Buoyed by experiential optimism, I want to highlight the ways digital technology can benefit well-being, and strengthen our connection to the natural world.
I’m writing again, having written little for five years. Anything substantial that I did write was most likely project documentation. I chose to keep relatively quiet, focusing on my job and my private life. I sidelined side projects, kept clear of commitments, and abandoned my blog. Perhaps the only truly significant text I wrote was my wedding speech.
Early this Summer, Geri and I spent a fortnight in the remote Scottish Highlands. Long planned, the trip held plenty of meaning for me, but it was also well-timed: it marked the end of five years as a full-time partner at product studio Fictive Kin. Moments of clarity came at me fast these last few years, often following periods of lassitude and generalised anxiety. I’m wiser now, with almost twenty years experience designing and building digital products, and I better understand how my values should inform the work I do. I’ve learned many lessons, my priorities have reshuffled, and I’m motivated to concentrate on things that matter to me.
Broadly, I feel compelled to look closely at the ways digital technology affects our mental and physical health, and seek positives. The trend right now is to wallow in pessimism, to presage a digital nightmare. Of course, there’s a problem with information addiction, and without a doubt, major companies are hijacking our attention for their gain. We’re instructed to reclaim our lives, to turn off all notifications, and charge devices in another room while we sleep. I’m not looking to regurgitate any of that because it’s all obvious. This technology is ineradicable, so perhaps we need a more pragmatic and optimistic approach, where we each reconsider the purpose of our own devices and the role they might play in improving our lives.
As I’ve reconnected with my love of the outdoors, I’ve sometimes found my iPhone to be a generous partner, perhaps leading me to an incredible experience, helping me identify what I’m seeing, or inviting me to submit observations to data banks. Such moments bring great joy or surprise and have encouraged me to seek a positive perspective on the role technology plays in both protecting nature and strengthening our connection to it.
If I have anything close to a mission statement, it’s this: I’m exploring the ways digital technology can have a beneficial impact on our happiness and well-being. I’m particularly interested in the ways digital products encourage us to go outside, where they make nature more accessible, and how they can help broaden our knowledge of the world around us.

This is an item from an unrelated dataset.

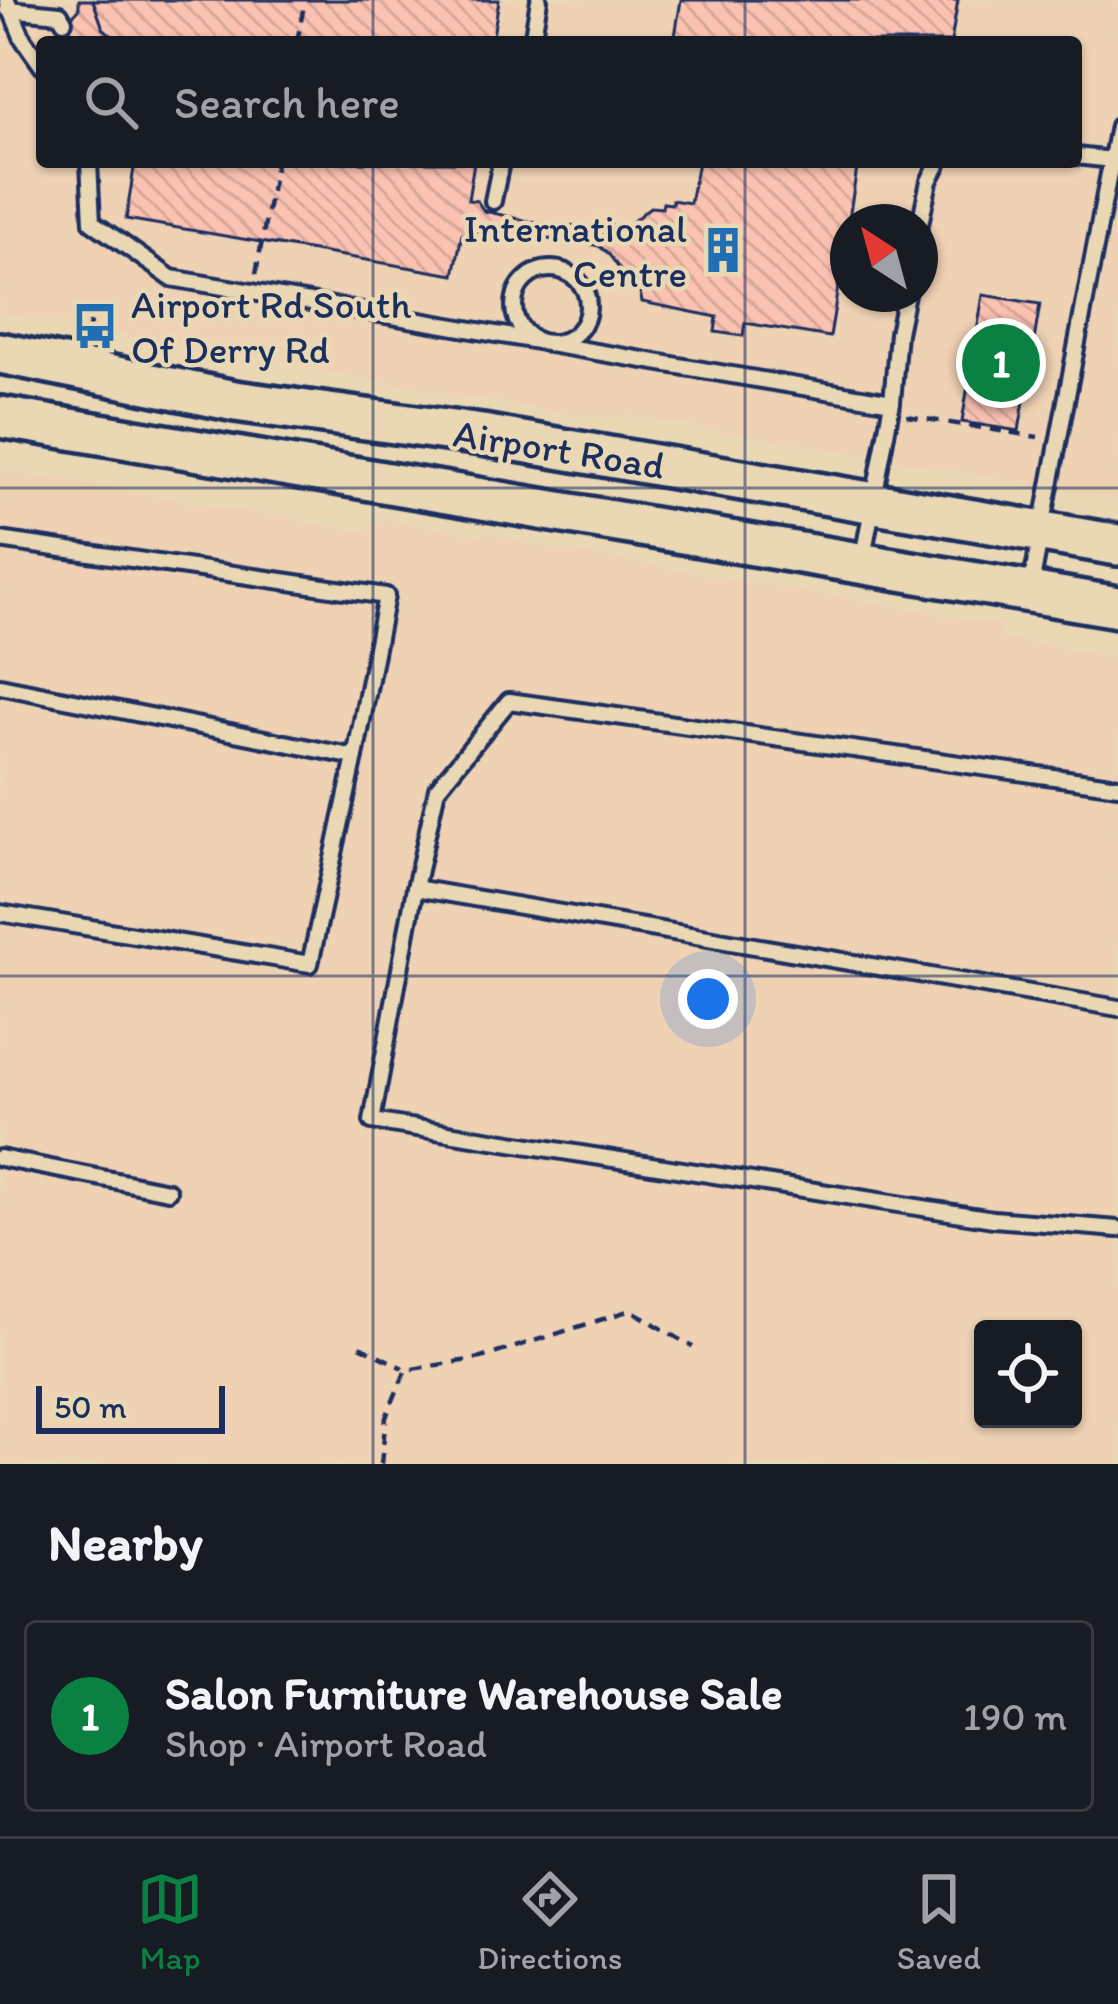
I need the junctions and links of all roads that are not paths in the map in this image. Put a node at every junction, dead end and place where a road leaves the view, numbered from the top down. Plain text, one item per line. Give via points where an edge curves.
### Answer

I’m excited because this feels fresh, and my heart is in it. I know I’m richer for looking more closely, and more than ever I need to see how things are connecting. I’d like to find the points where these networks touch the world that surrounds me. I’m fascinated by the ways nature informs technology, and the ways technology supports nature. I need to understand how digital consumption affects our mental health, and what we can do to ensure there’s a positive influence.
I’m also interested in pace and patience: how moving more slowly can produce better results professionally and personally. I’m concerned about this culture of #hustle, and the dangers of celebrating and rewarding workaholism at the expense of a balanced, healthy life. I’ll likely deal with that as a separate project away from my primary research, or perhaps they’ll intersect.
So I’m writing again. Much will appear here on Medium, and on my soon-to-be-rebuilt website (where I intend to blog again on a variety of topics). Some projects will be experiments, and may or may not come to anything meaningful. Some of what I write will simply be cathartic: a stream of consciousness perhaps, a means to just get stuff out of my head. Some things are better out than in, as we say around here.
"Our national parks appealed to me the way Disneyland appealed to other kids."
My next post will colour in some background, revisiting my early connections to landscape and the natural world. From there I’ll consider the importance of reconnecting our senses to nature alongside our need for digital technology. There’ll be thoughts on calm tech, thoughtful design, migration data, recognition tools, practical ways to use digital tech outdoors, and plenty of autobiographical stories. After a long break from presenting, I’ll hopefully be sharing much of what I discover at events next year and beyond.
I admit that I don’t always know where I’m going, but at least I’m going somewhere. If you’d be kind enough to come with me on this particular meandering journey, I’d be delighted.